Dimanche 29 Juin2008 : 89 ème étape, Jiayuguan – Quingshui / 93 km.

Cette soirée sera un des plus beau souvenir de ma vie. Absolument magnifique autant qu’inattendu. Le tout réglé à la perfection, orchestre, danses, enfin tout le spectacle y compris les merveilles culinaires tout, tout était régi avec une minutie et un soin appliqué que l’on ne trouve à ce niveau, qu’en Chine, il faut bien le dire. Un immense merci pour cette invitation généreuse et fraternelle. Ce matin c’est encore la fête dans cette ville qui se prépare à recevoir la flamme Olympique le 7 Juillet. A voir avec quel enthousiasme il accomplit son travail pour les recevoir, on mesure ce que représentent les J.O. pour le peuple Chinois. L’ouverture au monde extérieur si longtemps caché, donne à cette manifestation une ampleur qu’il nous est difficile d’imaginer. L’accouchement de la liberté ne peut se faire sans douleur, la parturiente trop jeune encore pour cela, bridée par des siècles de dictatures, subit en conséquence des contractions douloureuses. Mais jurons qu’elle ne souffrira plus trop longtemps et que la délivrance est proche. Ces Jeux seront et nous le souhaitons du fond du cœur, la gymnastique respiratoire qui permettra une libération rapide et indolore.

La journée s’annonce belle et ensoleillée, seule ombre, la discipline responsable que les capitaines de route sont obligés de maintenir, n’est pas du goût de tous. Il y a encore quelques mutins qui n’ont pas compris que plaire à tout le monde et à son père est quasiment impossible. Dans une expédition comme la nôtre, il est indispensable que les choses soient organisées en fonction du groupe. Ce que certains individualistes ou égoïstes ne peuvent admettre. La bride sur le cou n’est nécessaire que lorsque les intérêts différent exagérément, c’est rare heureusement, mais ça arrive. Il faut alors imposer la règle, c’est au capitaine de faire ce pourquoi il a été requis.
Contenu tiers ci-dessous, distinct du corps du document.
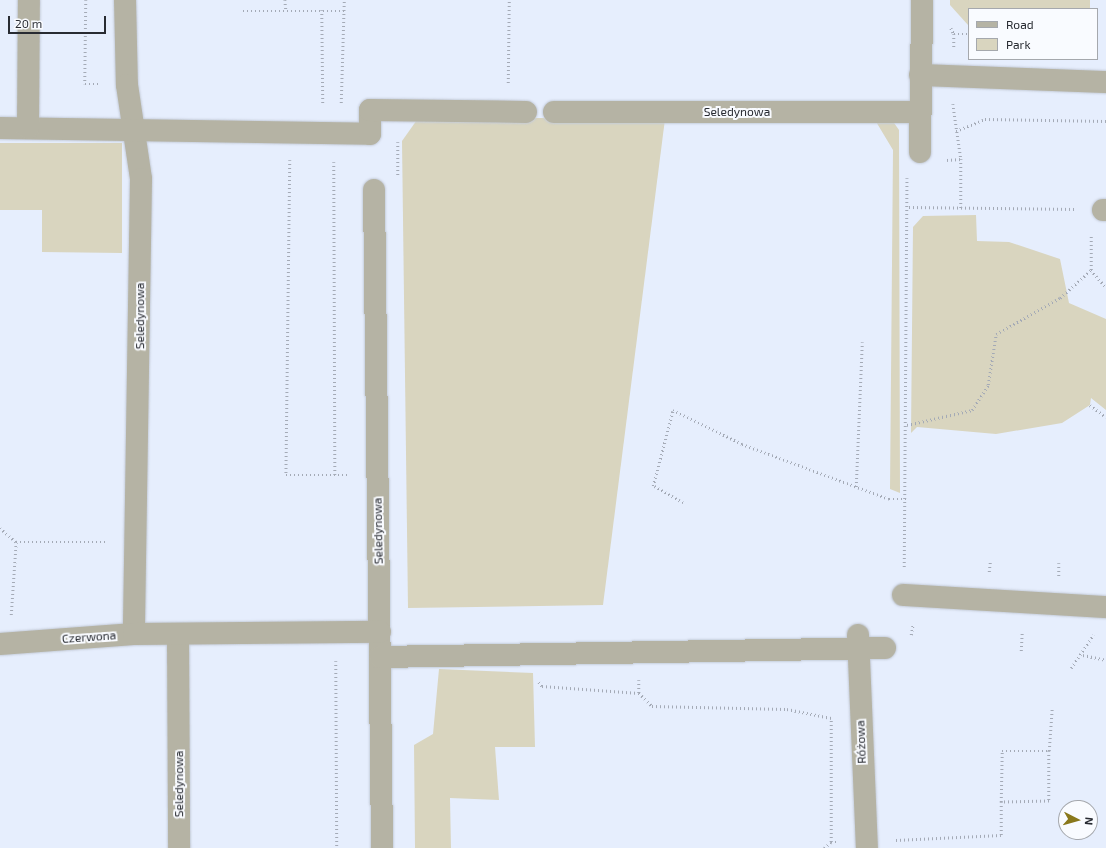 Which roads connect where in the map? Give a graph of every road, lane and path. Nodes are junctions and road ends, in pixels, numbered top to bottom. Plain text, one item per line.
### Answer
1 (29, 0) edge
2 (86, 0) edge
3 (125, 0) edge
4 (285, 0) edge
5 (344, 0) edge
6 (509, 0) edge
7 (922, 0) edge
8 (286, 9) junction
9 (322, 10) junction
10 (243, 11) dead end
11 (344, 12) junction
12 (954, 34) dead end
13 (968, 34) edge
14 (920, 75) junction
15 (1106, 82) edge
16 (95, 84) dead end
17 (953, 99) dead end
18 (328, 104) dead end
19 (335, 104) dead end
20 (341, 104) junction
21 (517, 112) joint
22 (554, 112) dead end
23 (920, 112) junction
24 (1106, 121) edge
25 (0, 128) edge
26 (28, 128) junction
27 (134, 129) junction
28 (956, 131) junction
29 (291, 133) junction
30 (337, 134) junction
31 (920, 152) dead end
32 (374, 190) dead end
33 (961, 209) junction
34 (1078, 210) dead end
35 (1091, 232) dead end
36 (1091, 270) junction
37 (1106, 287) edge
38 (862, 342) dead end
39 (1090, 405) dead end
40 (1106, 417) edge
41 (907, 425) junction
42 (378, 474) junction
43 (336, 475) junction
44 (856, 486) junction
45 (907, 499) junction
46 (683, 503) dead end
47 (0, 528) edge
48 (16, 542) junction
49 (136, 542) junction
50 (903, 595) joint
51 (1101, 607) edge
52 (335, 632) junction
53 (380, 632) junction
54 (134, 634) junction
55 (178, 634) junction
56 (858, 642) junction
57 (4, 643) edge
58 (885, 648) dead end
59 (640, 653) junction
60 (522, 655) junction
61 (1082, 655) junction
62 (380, 657) junction
63 (1106, 660) edge
64 (1071, 668) dead end
65 (639, 693) junction
66 (1052, 708) dead end
67 (831, 710) dead end
68 (831, 718) junction
69 (1049, 751) junction
70 (1001, 802) junction
71 (831, 842) junction
72 (866, 845) edge
73 (179, 848) edge
74 (337, 848) edge
75 (382, 848) edge
76 (824, 848) edge

1 - 26 street
2 - 16 path
3 - 27 street, Seledynowa
4 - 8 path
5 - 11 path
6 - 21 path
7 - 14 street
8 - 9 path
8 - 10 path
9 - 11 path
9 - 18 path
11 - 20 path
12 - 13 path
14 - 15 street
14 - 23 street
17 - 28 path
19 - 20 path
20 - 30 path
21 - 30 street
22 - 23 street, Seledynowa
23 - 31 street
24 - 28 path
25 - 26 street
26 - 27 street
27 - 29 street
27 - 49 street, Seledynowa
28 - 33 path
29 - 30 street
29 - 43 path
30 - 43 path
32 - 42 street, Seledynowa
33 - 34 path
33 - 41 path
35 - 36 path
36 - 37 path
36 - 41 path
38 - 44 path
39 - 40 path
41 - 45 path
42 - 43 path
42 - 53 street, Seledynowa
44 - 45 path
44 - 46 path
45 - 50 path
47 - 48 path
48 - 49 path
48 - 57 path
49 - 54 street, Seledynowa
50 - 51 street
51 - 61 path
52 - 53 street
52 - 55 street
52 - 74 path
53 - 62 street, Seledynowa
54 - 55 street, Czerwona
54 - 57 street, Czerwona
55 - 73 street, Seledynowa
56 - 58 street
56 - 59 street
56 - 72 street, Różowa
59 - 60 street
59 - 65 path
60 - 62 street
60 - 65 path
61 - 63 path
61 - 64 path
62 - 75 street, Seledynowa
65 - 68 path
66 - 69 path
67 - 68 path
68 - 71 path
69 - 70 path
69 - 70 path
70 - 72 path
71 - 72 path
71 - 76 path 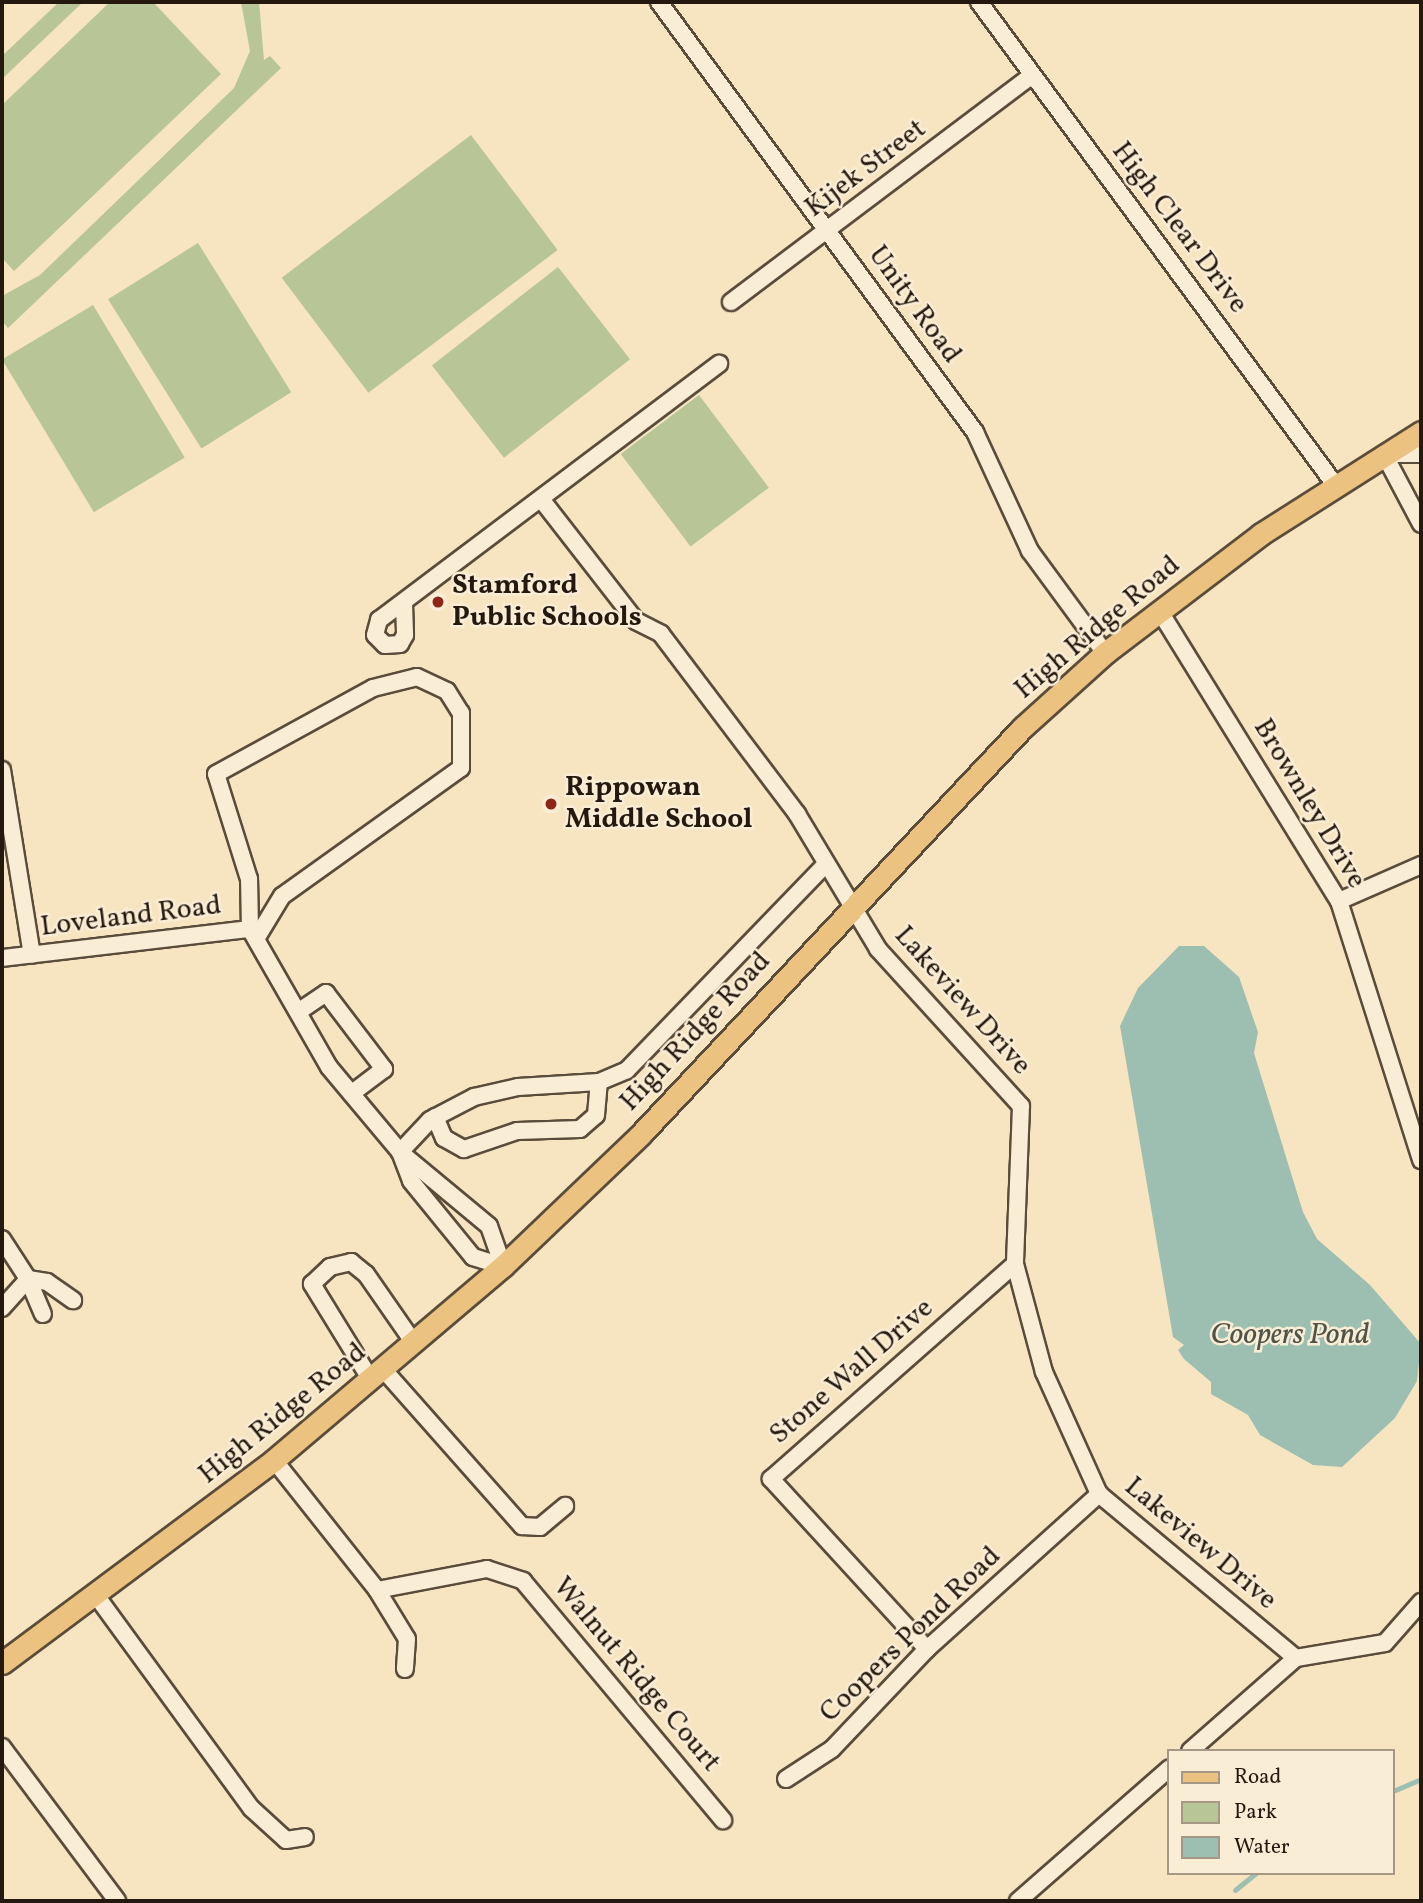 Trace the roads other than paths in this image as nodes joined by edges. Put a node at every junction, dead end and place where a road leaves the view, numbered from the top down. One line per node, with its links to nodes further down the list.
1 (659, 2): 4 (street, Unity Road)
2 (979, 2): 3 (street, High Clear Drive)
3 (1032, 75): 4 (street, Kijek Street); 10 (street, High Clear Drive)
4 (828, 231): 5 (street, Kijek Street); 15 (street, Unity Road)
5 (731, 302)
6 (719, 364): 11 (street)
7 (1421, 432): 8 (main road, High Ridge Road)
8 (1384, 454): 9 (street); 10 (main road, High Ridge Road); 12 (street)
9 (1421, 454)
10 (1336, 486): 14 (main road, High Ridge Road)
11 (541, 499): 13 (street); 17 (street, Lakeview Drive)
12 (1421, 523)
13 (404, 604)
14 (1159, 610): 15 (main road, High Ridge Road); 19 (street, Brownley Drive)
15 (1105, 653): 20 (main road, High Ridge Road)
16 (2, 771): 22 (street)
17 (826, 864): 20 (street, Lakeview Drive); 25 (street)
18 (1421, 865): 19 (street)
19 (1339, 901): 27 (street, Brownley Drive)
20 (851, 905): 32 (street, Lakeview Drive); 33 (main road, High Ridge Road)
21 (253, 934): 21 (street); 22 (street, Loveland Road); 24 (street, Loveland Road)
22 (32, 955): 23 (street, Loveland Road)
23 (2, 958)
24 (298, 1012): 26 (street, Loveland Road); 26 (street)
25 (599, 1082): 28 (street); 28 (street)
26 (352, 1094): 29 (street, Loveland Road)
27 (1413, 1110): 30 (street, Brownley Drive)
28 (435, 1117): 29 (street)
29 (400, 1152): 33 (street, Loveland Road); 33 (street, Loveland Road)
30 (1421, 1160)
31 (3, 1238): 34 (street)
32 (1015, 1264): 41 (street, Lakeview Drive); 46 (street, Stone Wall Drive)
33 (503, 1266): 38 (main road, High Ridge Road)
34 (28, 1279): 35 (street); 36 (street); 37 (street)
35 (73, 1300)
36 (2, 1308)
37 (43, 1314)
38 (414, 1343): 39 (main road, High Ridge Road); 39 (street)
39 (377, 1375): 40 (main road, High Ridge Road); 42 (street)
40 (274, 1460): 43 (street); 44 (main road, High Ridge Road)
41 (1099, 1494): 46 (street, Coopers Pond Road); 47 (street, Lakeview Drive)
42 (565, 1506)
43 (377, 1590): 49 (street); 54 (street, Walnut Ridge Court)
44 (95, 1594): 48 (main road, High Ridge Road); 55 (street)
45 (1421, 1602): 47 (street)
46 (927, 1649): 53 (street, Coopers Pond Road)
47 (1296, 1658): 51 (street)
48 (2, 1663)
49 (405, 1669)
50 (2, 1746): 56 (street)
51 (1192, 1749)
52 (1168, 1770): 57 (street)
53 (786, 1779)
54 (723, 1821)
55 (305, 1837)
56 (117, 1901)
57 (1018, 1901)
Ces petits orages internes, passent rapidement sans grosses conséquences, sinon quelques coups de gueule vite oubliés. Cela permet aussi le temps de la réflexion, de parcourir des kilomètres inconsciemment, avec facilité. Revenons à notre promenade journalière. Au petit village de Jiuqian, un groupe de cyclistes chinois, nous accompagne durant la traversée de la ville. Nous passons dans des hameaux perdus où sur le bord de la route, des marchands de fruits et légumes font le chiffre d’affaire de l’année à notre passage. Est-ce la peur du scorbut qui fait dévaliser les étals en moins de temps qu’il n’en faut pour manger une cerise. Nous ne sommes plus au temps des Corsaires et de la Royale, non, c’est simplement l’appétence de ces fruits et la fringale permanente des cyclos qui réunies imposent ce festin frugal. Question vitamine, la provision est faite. Des petits cochons de lait, enfermés dans des sacs de jute et conscients peut-être du sort qui les attend, hurlent leur désarroi. Nous reprenons notre route maintenant dans le désert. C’est la paix, la grande paix du monde où justement il n’y a pas grand monde. Il n’y a que nous, on ne voit que l’horizon tout fin, loin, loin, loin, on entend que le vent léger siffler doucement à nos oreilles. Pas de discussion, seulement la communion complète avec une nature discrète et réduite au minimum. Philosophes, ermites, anachorètes de tous poils, c’est ici dans le désert que vous atteindrez votre Nirvana. Par contre un terrain de foot bordé de saules pleureurs, campement dressé, pique-nique installé, cyclos prêts à l’assaut des tables et à la sieste, suffit à notre bonheur du jour et de la nuit.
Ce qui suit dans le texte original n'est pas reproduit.